**TASK DESCRIPTION**
An exact copy of the data is required, with no pictures in it.

◇ ◇ ◇

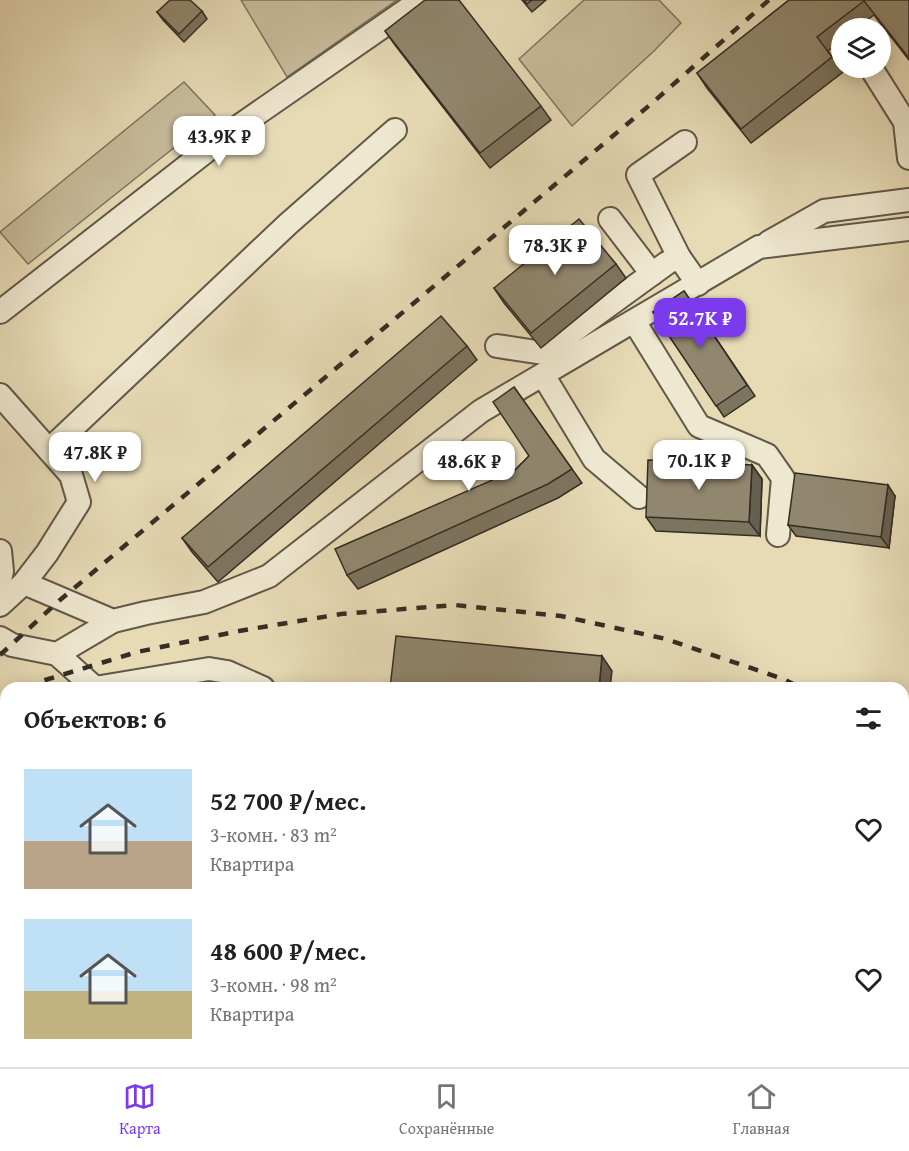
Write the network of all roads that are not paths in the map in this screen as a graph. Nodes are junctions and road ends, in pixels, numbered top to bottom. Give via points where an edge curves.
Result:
1 (421, 0) edge
2 (877, 78) edge
3 (395, 130) dead end
4 (685, 142) dead end
5 (909, 158) edge
6 (909, 200) edge
7 (610, 219) dead end
8 (909, 230) edge
9 (759, 248) junction
10 (679, 257) junction
11 (652, 274) junction
12 (698, 284) junction
13 (0, 312) edge
14 (634, 321) junction
15 (497, 346) dead end
16 (543, 375) junction
17 (0, 395) edge
18 (49, 450) junction
19 (639, 497) dead end
20 (778, 535) dead end
21 (0, 551) edge
22 (0, 580) edge
23 (24, 584) junction
24 (0, 605) edge
25 (112, 621) junction
26 (0, 638) edge
27 (57, 654) junction
28 (87, 682) edge
29 (130, 682) edge
30 (249, 682) edge

1 - 13 street via 232,131
2 - 5 street via 905,122
3 - 18 street via 288,224
4 - 10 street via 638,175
6 - 9 street via 824,211
7 - 11 street
8 - 9 street
9 - 12 street
10 - 11 street
10 - 12 street
11 - 15 street via 543,353
12 - 14 street
14 - 16 street
14 - 20 street via 699,426 767,454 783,478
16 - 19 street via 594,459
16 - 25 street via 481,411 269,576 204,602
17 - 18 street
18 - 23 street via 71,475 79,502
21 - 22 street
23 - 24 street
23 - 25 street
25 - 27 street
26 - 27 street via 12,645
27 - 28 street
29 - 30 street via 209,669

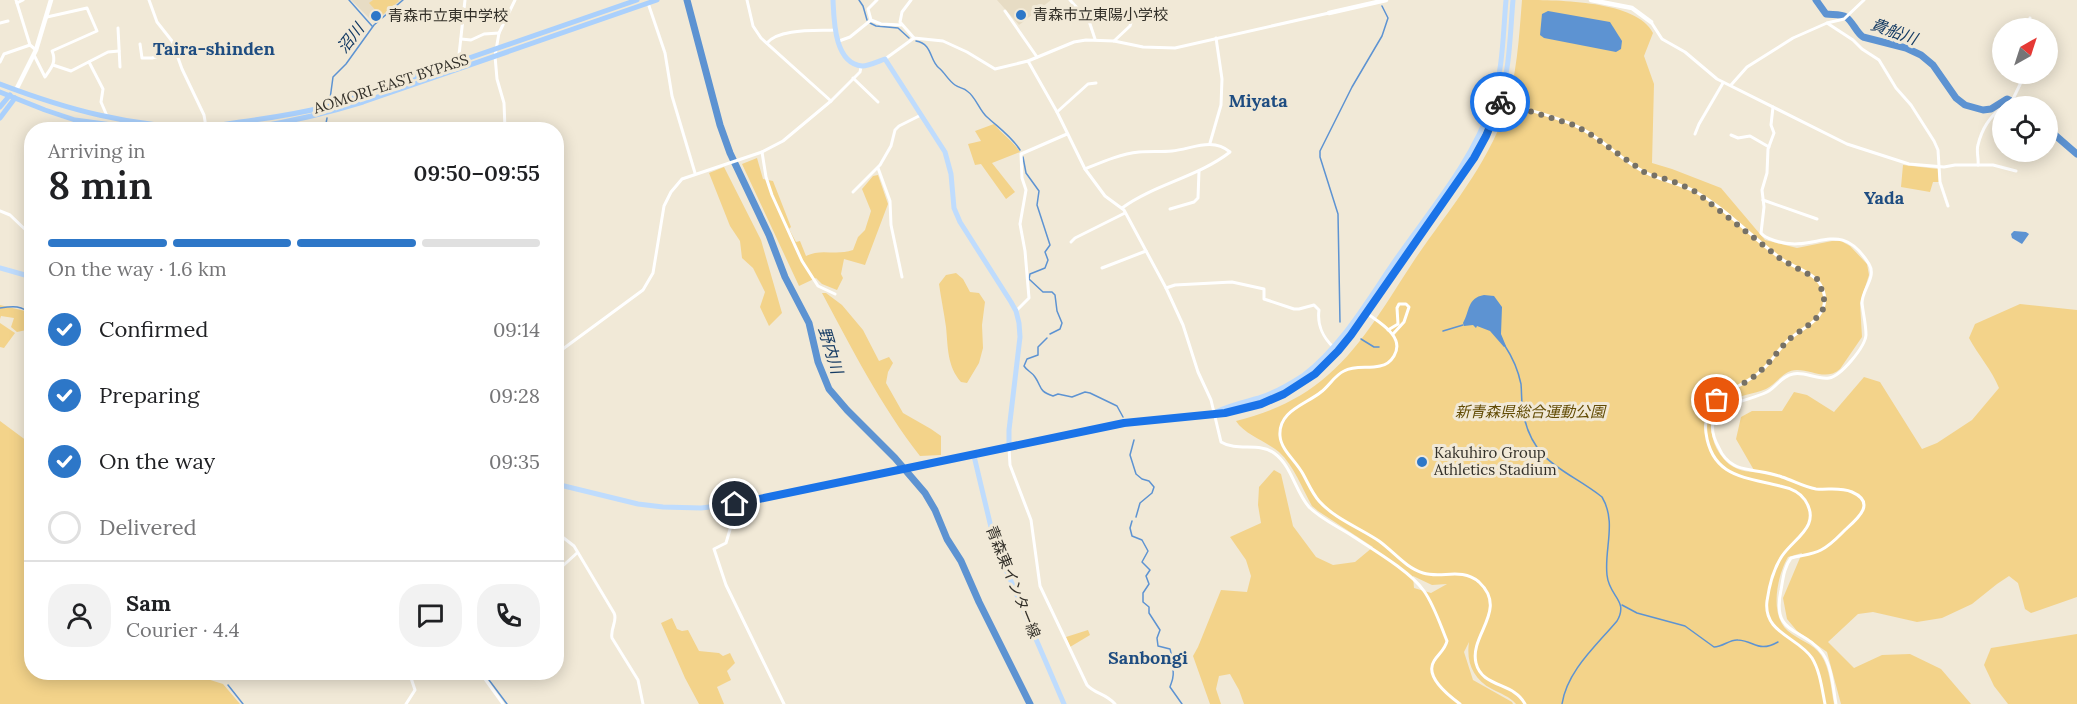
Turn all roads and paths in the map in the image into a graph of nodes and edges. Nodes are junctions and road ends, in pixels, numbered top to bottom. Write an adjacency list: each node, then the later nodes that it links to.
1 (24, 0): 20 (street)
2 (51, 0): 27 (street)
3 (149, 0): 48 (street)
4 (465, 0): 39 (street)
5 (515, 0): 36 (street)
6 (613, 0): 22 (street)
7 (637, 0): 22 (highway, AOMORI-EAST BYPASS)
8 (657, 0): 21 (highway, AOMORI-EAST BYPASS)
9 (747, 0): 43 (street)
10 (833, 0): 35 (main road)
11 (877, 0): 28 (street)
12 (911, 0): 33 (street)
13 (1070, 0): 40 (street)
14 (1386, 0): 26 (street)
15 (1506, 0): 69 (main road)
16 (1513, 0): 69 (main road)
17 (1591, 0): 23 (street)
18 (1629, 0): 23 (street)
19 (1864, 0): 32 (street)
20 (16, 2): 45 (street)
21 (648, 3): 50 (highway, AOMORI-EAST BYPASS); 96 (street)
22 (616, 7): 46 (highway, AOMORI-EAST BYPASS)
23 (1632, 8): 30 (street)
24 (1005, 11): 51 (street)
25 (1134, 12): 42 (street)
26 (1329, 13): 38 (street)
27 (47, 17): 49 (street); 57 (street)
28 (871, 20): 33 (street); 41 (street)
29 (8, 21): 31 (street)
30 (1651, 22): 62 (street)
31 (0, 23)
32 (1827, 23): 64 (street); 91 (street)
33 (901, 25): 37 (street)
34 (118, 28): 47 (street)
35 (836, 30): 41 (main road); 43 (street)
36 (499, 33): 39 (street); 46 (street)
37 (914, 38): 52 (street); 54 (street)
38 (1216, 38): 42 (street); 87 (street)
39 (460, 39): 53 (street)
40 (1095, 39): 42 (street); 51 (street)
41 (839, 41): 58 (main road)
42 (1114, 41)
43 (767, 43): 68 (street)
44 (140, 44): 48 (street)
45 (30, 45): 49 (street); 55 (street)
46 (497, 48): 50 (street); 53 (highway, AOMORI-EAST BYPASS)
47 (119, 51): 56 (street); 59 (street)
48 (176, 51): 80 (street)
49 (35, 52): 57 (street); 65 (street)
50 (495, 56): 82 (highway, AOMORI-EAST BYPASS); 83 (street)
51 (1037, 57): 54 (street)
52 (885, 59): 58 (main road); 74 (main road)
53 (460, 61): 81 (highway, AOMORI-EAST BYPASS)
54 (1028, 61): 73 (street)
55 (0, 62)
56 (88, 62): 57 (street); 77 (street)
57 (53, 65)
58 (862, 66): 60 (street)
59 (120, 67)
60 (853, 78): 68 (street); 70 (street)
61 (1096, 83): 73 (street)
62 (1723, 83): 64 (street); 85 (street)
63 (0, 84): 65 (highway, AOMORI-EAST BYPASS)
64 (1731, 85): 72 (street)
65 (16, 90): 67 (highway); 77 (highway, AOMORI-EAST BYPASS)
66 (0, 92): 67 (highway)
67 (12, 97): 71 (highway); 76 (highway); 78 (highway)
68 (831, 101): 89 (street)
69 (1496, 101): 116 (main road); 140 (street)
70 (878, 102)
71 (0, 107)
72 (1773, 107): 88 (street); 91 (street)
73 (1057, 112): 84 (street)
74 (921, 115): 92 (street); 114 (main road)
75 (1992, 115): 90 (street)
76 (0, 118)
77 (107, 118): 79 (highway, AOMORI-EAST BYPASS)
78 (90, 122)
79 (138, 122)
80 (205, 122)
81 (245, 122)
82 (285, 122)
83 (505, 122)
84 (1067, 134): 93 (street); 114 (street)
85 (1695, 134)
86 (1731, 135): 88 (street)
87 (1210, 143): 93 (street); 94 (street)
88 (1769, 147): 98 (street)
89 (762, 152): 96 (street); 113 (street)
90 (1978, 165): 91 (street); 95 (street)
91 (1941, 167): 99 (street)
92 (878, 168): 97 (street); 111 (street)
93 (1085, 169): 100 (street)
94 (1199, 171): 100 (street); 101 (street)
95 (2016, 171)
96 (695, 173): 121 (street)
97 (853, 192)
98 (1764, 200): 104 (street); 141 (street)
99 (1947, 206)
100 (1122, 208): 103 (street)
101 (1170, 209)
102 (0, 211): 105 (street)
103 (1125, 213): 106 (street); 107 (street)
104 (1817, 219)
105 (24, 228)
106 (1071, 242)
107 (1146, 251): 109 (street); 112 (street)
108 (0, 268): 110 (main road)
109 (1102, 268)
110 (24, 275)
111 (902, 277)
112 (1166, 288): 120 (street); 122 (street)
113 (835, 294)
114 (1016, 311): 123 (main road)
115 (1398, 311): 117 (street); 117 (street); 118 (street)
116 (1364, 312): 118 (street); 120 (main road); 122 (main road)
117 (1408, 313): 119 (street)
118 (1388, 330): 119 (street)
119 (1393, 334): 139 (street)
120 (1333, 347): 122 (main road)
121 (564, 348)
122 (1215, 413): 123 (main road); 138 (street)
123 (1009, 448): 124 (main road); 137 (street)
124 (974, 456): 126 (main road); 136 (main road, 青森東インター線)
125 (564, 486): 126 (main road)
126 (735, 504): 135 (street)
127 (564, 538): 128 (street)
128 (577, 553): 129 (street); 134 (street)
129 (564, 565)
130 (411, 680): 132 (street)
131 (486, 680): 133 (street)
132 (406, 704)
133 (503, 704)
134 (643, 704)
135 (784, 704)
136 (1064, 704)
137 (1114, 704)
138 (1460, 704)
139 (1525, 704)
140 (1825, 704)
141 (1836, 704)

◇ ◇ ◇

**EXERCISE OUTPUT**
Write the network of all roads that are not paths in the map in this screen as a graph. Nodes are junctions and road ends, in pixels, numbered top to bottom. Give via points where an edge curves.
Result:
1 (421, 0) edge
2 (877, 78) edge
3 (395, 130) dead end
4 (685, 142) dead end
5 (909, 158) edge
6 (909, 200) edge
7 (610, 219) dead end
8 (909, 230) edge
9 (759, 248) junction
10 (679, 257) junction
11 (652, 274) junction
12 (698, 284) junction
13 (0, 312) edge
14 (634, 321) junction
15 (497, 346) dead end
16 (543, 375) junction
17 (0, 395) edge
18 (49, 450) junction
19 (639, 497) dead end
20 (778, 535) dead end
21 (0, 551) edge
22 (0, 580) edge
23 (24, 584) junction
24 (0, 605) edge
25 (112, 621) junction
26 (0, 638) edge
27 (57, 654) junction
28 (87, 682) edge
29 (130, 682) edge
30 (249, 682) edge

1 - 13 street via 232,131
2 - 5 street via 905,122
3 - 18 street via 288,224
4 - 10 street via 638,175
6 - 9 street via 824,211
7 - 11 street
8 - 9 street
9 - 12 street
10 - 11 street
10 - 12 street
11 - 15 street via 543,353
12 - 14 street
14 - 16 street
14 - 20 street via 699,426 767,454 783,478
16 - 19 street via 594,459
16 - 25 street via 481,411 269,576 204,602
17 - 18 street
18 - 23 street via 71,475 79,502
21 - 22 street
23 - 24 street
23 - 25 street
25 - 27 street
26 - 27 street via 12,645
27 - 28 street
29 - 30 street via 209,669

Turn all roads and paths in the map in the image into a graph of nodes and edges. Nodes are junctions and road ends, in pixels, numbered top to bottom. Write an adjacency list: each node, then the later nodes that it links to.
1 (24, 0): 20 (street)
2 (51, 0): 27 (street)
3 (149, 0): 48 (street)
4 (465, 0): 39 (street)
5 (515, 0): 36 (street)
6 (613, 0): 22 (street)
7 (637, 0): 22 (highway, AOMORI-EAST BYPASS)
8 (657, 0): 21 (highway, AOMORI-EAST BYPASS)
9 (747, 0): 43 (street)
10 (833, 0): 35 (main road)
11 (877, 0): 28 (street)
12 (911, 0): 33 (street)
13 (1070, 0): 40 (street)
14 (1386, 0): 26 (street)
15 (1506, 0): 69 (main road)
16 (1513, 0): 69 (main road)
17 (1591, 0): 23 (street)
18 (1629, 0): 23 (street)
19 (1864, 0): 32 (street)
20 (16, 2): 45 (street)
21 (648, 3): 50 (highway, AOMORI-EAST BYPASS); 96 (street)
22 (616, 7): 46 (highway, AOMORI-EAST BYPASS)
23 (1632, 8): 30 (street)
24 (1005, 11): 51 (street)
25 (1134, 12): 42 (street)
26 (1329, 13): 38 (street)
27 (47, 17): 49 (street); 57 (street)
28 (871, 20): 33 (street); 41 (street)
29 (8, 21): 31 (street)
30 (1651, 22): 62 (street)
31 (0, 23)
32 (1827, 23): 64 (street); 91 (street)
33 (901, 25): 37 (street)
34 (118, 28): 47 (street)
35 (836, 30): 41 (main road); 43 (street)
36 (499, 33): 39 (street); 46 (street)
37 (914, 38): 52 (street); 54 (street)
38 (1216, 38): 42 (street); 87 (street)
39 (460, 39): 53 (street)
40 (1095, 39): 42 (street); 51 (street)
41 (839, 41): 58 (main road)
42 (1114, 41)
43 (767, 43): 68 (street)
44 (140, 44): 48 (street)
45 (30, 45): 49 (street); 55 (street)
46 (497, 48): 50 (street); 53 (highway, AOMORI-EAST BYPASS)
47 (119, 51): 56 (street); 59 (street)
48 (176, 51): 80 (street)
49 (35, 52): 57 (street); 65 (street)
50 (495, 56): 82 (highway, AOMORI-EAST BYPASS); 83 (street)
51 (1037, 57): 54 (street)
52 (885, 59): 58 (main road); 74 (main road)
53 (460, 61): 81 (highway, AOMORI-EAST BYPASS)
54 (1028, 61): 73 (street)
55 (0, 62)
56 (88, 62): 57 (street); 77 (street)
57 (53, 65)
58 (862, 66): 60 (street)
59 (120, 67)
60 (853, 78): 68 (street); 70 (street)
61 (1096, 83): 73 (street)
62 (1723, 83): 64 (street); 85 (street)
63 (0, 84): 65 (highway, AOMORI-EAST BYPASS)
64 (1731, 85): 72 (street)
65 (16, 90): 67 (highway); 77 (highway, AOMORI-EAST BYPASS)
66 (0, 92): 67 (highway)
67 (12, 97): 71 (highway); 76 (highway); 78 (highway)
68 (831, 101): 89 (street)
69 (1496, 101): 116 (main road); 140 (street)
70 (878, 102)
71 (0, 107)
72 (1773, 107): 88 (street); 91 (street)
73 (1057, 112): 84 (street)
74 (921, 115): 92 (street); 114 (main road)
75 (1992, 115): 90 (street)
76 (0, 118)
77 (107, 118): 79 (highway, AOMORI-EAST BYPASS)
78 (90, 122)
79 (138, 122)
80 (205, 122)
81 (245, 122)
82 (285, 122)
83 (505, 122)
84 (1067, 134): 93 (street); 114 (street)
85 (1695, 134)
86 (1731, 135): 88 (street)
87 (1210, 143): 93 (street); 94 (street)
88 (1769, 147): 98 (street)
89 (762, 152): 96 (street); 113 (street)
90 (1978, 165): 91 (street); 95 (street)
91 (1941, 167): 99 (street)
92 (878, 168): 97 (street); 111 (street)
93 (1085, 169): 100 (street)
94 (1199, 171): 100 (street); 101 (street)
95 (2016, 171)
96 (695, 173): 121 (street)
97 (853, 192)
98 (1764, 200): 104 (street); 141 (street)
99 (1947, 206)
100 (1122, 208): 103 (street)
101 (1170, 209)
102 (0, 211): 105 (street)
103 (1125, 213): 106 (street); 107 (street)
104 (1817, 219)
105 (24, 228)
106 (1071, 242)
107 (1146, 251): 109 (street); 112 (street)
108 (0, 268): 110 (main road)
109 (1102, 268)
110 (24, 275)
111 (902, 277)
112 (1166, 288): 120 (street); 122 (street)
113 (835, 294)
114 (1016, 311): 123 (main road)
115 (1398, 311): 117 (street); 117 (street); 118 (street)
116 (1364, 312): 118 (street); 120 (main road); 122 (main road)
117 (1408, 313): 119 (street)
118 (1388, 330): 119 (street)
119 (1393, 334): 139 (street)
120 (1333, 347): 122 (main road)
121 (564, 348)
122 (1215, 413): 123 (main road); 138 (street)
123 (1009, 448): 124 (main road); 137 (street)
124 (974, 456): 126 (main road); 136 (main road, 青森東インター線)
125 (564, 486): 126 (main road)
126 (735, 504): 135 (street)
127 (564, 538): 128 (street)
128 (577, 553): 129 (street); 134 (street)
129 (564, 565)
130 (411, 680): 132 (street)
131 (486, 680): 133 (street)
132 (406, 704)
133 (503, 704)
134 (643, 704)
135 (784, 704)
136 (1064, 704)
137 (1114, 704)
138 (1460, 704)
139 (1525, 704)
140 (1825, 704)
141 (1836, 704)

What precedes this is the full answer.